Era algo em torno das oito e meia da noite de terça-feira. Eu tinha acabado de conversar com minha tia por telefone, quando ouvi um barulho. – Trovoada? – Estava cética; afinal, se não me falhava a memória, havia ao menos um mês que não chovia. Meti a cabeça para fora, a fim de comprovar a suspeita. Parecia de fato trovão e o céu nublado confirmava a hipótese.
Dali a pouco, pingos grossos e esparsos começaram a cair. – É, tá chovendo mesmo. – A princípio, foi uma chuvinha tímida, sem personalidade. Em um quase nada, porém, engrossou e fui forçada, apesar do calor, a fechar as janelas, evitando os respingos que invadiam o apartamento.
Meu marido e eu corremos para resgatar a roupa seca no varal. – Droga! – Tínhamos esquecido os buracos na telha de policarbonato. Se não fôssemos rápidos, no dia seguinte, teríamos de lavar tudo outra vez, por conta da água poeirenta que invadia a área de serviço.
Se esse fosse todo o problema, beleza, mas, quase às nove horas, a luz apagou. – Tá de gozação! Nem choveu para tanto. – Não ficamos totalmente às escuras, contudo. Havia caído apenas uma fase. Estava garantida, assim, alguma precária iluminação e o funcionamento de certos aparelhos, em determinados cômodos da casa.
Pelo sim e pelo não, desligamos a maioria dos disjuntores e tiramos da tomada os equipamentos sensíveis, onde a corrente ainda se mantinha. É muito arriscado, vocês sabem, não se prevenir contra picos de luz em situações de volta de energia.
O que mais aborrece nessa história é o dèja vu. Recentemente, houve outro apagão desses. Um transformador da rua entrou em curto e pegou fogo. Levaram quatro horas para consertar. Agora acontecia tudo de novo.

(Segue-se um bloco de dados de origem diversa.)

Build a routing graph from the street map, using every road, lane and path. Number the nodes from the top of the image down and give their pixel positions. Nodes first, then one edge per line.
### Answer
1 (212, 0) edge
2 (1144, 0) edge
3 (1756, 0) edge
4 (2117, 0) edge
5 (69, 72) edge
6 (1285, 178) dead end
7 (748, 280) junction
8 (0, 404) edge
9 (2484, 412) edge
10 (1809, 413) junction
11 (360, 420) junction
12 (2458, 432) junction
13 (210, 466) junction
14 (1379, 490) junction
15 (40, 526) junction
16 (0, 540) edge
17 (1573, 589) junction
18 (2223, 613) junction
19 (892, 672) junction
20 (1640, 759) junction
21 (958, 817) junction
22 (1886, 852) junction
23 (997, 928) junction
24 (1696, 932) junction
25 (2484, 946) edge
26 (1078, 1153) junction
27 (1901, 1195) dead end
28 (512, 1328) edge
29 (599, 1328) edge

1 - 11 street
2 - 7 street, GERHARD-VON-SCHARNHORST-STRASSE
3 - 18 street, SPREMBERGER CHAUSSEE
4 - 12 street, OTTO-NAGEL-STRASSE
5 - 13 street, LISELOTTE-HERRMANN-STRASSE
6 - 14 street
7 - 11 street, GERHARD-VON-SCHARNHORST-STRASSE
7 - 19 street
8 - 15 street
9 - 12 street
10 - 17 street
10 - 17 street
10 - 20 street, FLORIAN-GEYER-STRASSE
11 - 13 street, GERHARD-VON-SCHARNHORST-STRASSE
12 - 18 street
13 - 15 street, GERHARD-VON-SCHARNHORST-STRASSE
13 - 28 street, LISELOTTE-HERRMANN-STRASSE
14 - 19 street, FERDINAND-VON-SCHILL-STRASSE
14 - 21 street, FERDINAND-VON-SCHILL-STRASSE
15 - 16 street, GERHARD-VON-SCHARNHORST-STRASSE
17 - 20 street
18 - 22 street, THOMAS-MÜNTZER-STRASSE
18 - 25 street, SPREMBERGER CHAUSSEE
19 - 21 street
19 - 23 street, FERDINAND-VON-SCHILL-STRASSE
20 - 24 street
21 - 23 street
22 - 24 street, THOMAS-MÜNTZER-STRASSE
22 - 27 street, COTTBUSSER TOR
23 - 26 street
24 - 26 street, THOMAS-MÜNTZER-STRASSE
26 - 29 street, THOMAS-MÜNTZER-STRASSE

Minha maior preocupação costumam ser as comidas congeladas no freezer e a perspectiva de dormir no calor. Fora isso, aproveito para ler e até consigo escrever crônicas. Mas, convenhamos, é muita falta de respeito. Numa sociedade dependente de energia elétrica, é inadmissível não haver investimento em linhas de transmissão, produção de energia, manutenção e modernização de equipamentos. Empresas enchem as burras de dinheiro, como se dizia no passado, mas, nas crises, quem paga o pato é o povo.
Enfim, faço coro com a indignação de muitos, sujeitos ao descaso e desmandos dos serviços. Meu consolo é que, não sendo eu uma inteligência artificial, posso deleitar-me com uma boa leitura e traçar, à moda antiga, a lápis, num velho caderno, estas linhas que digitalizei e oferto a vocês, caríssimas e caríssimos leitores. Bendito consolo analógico!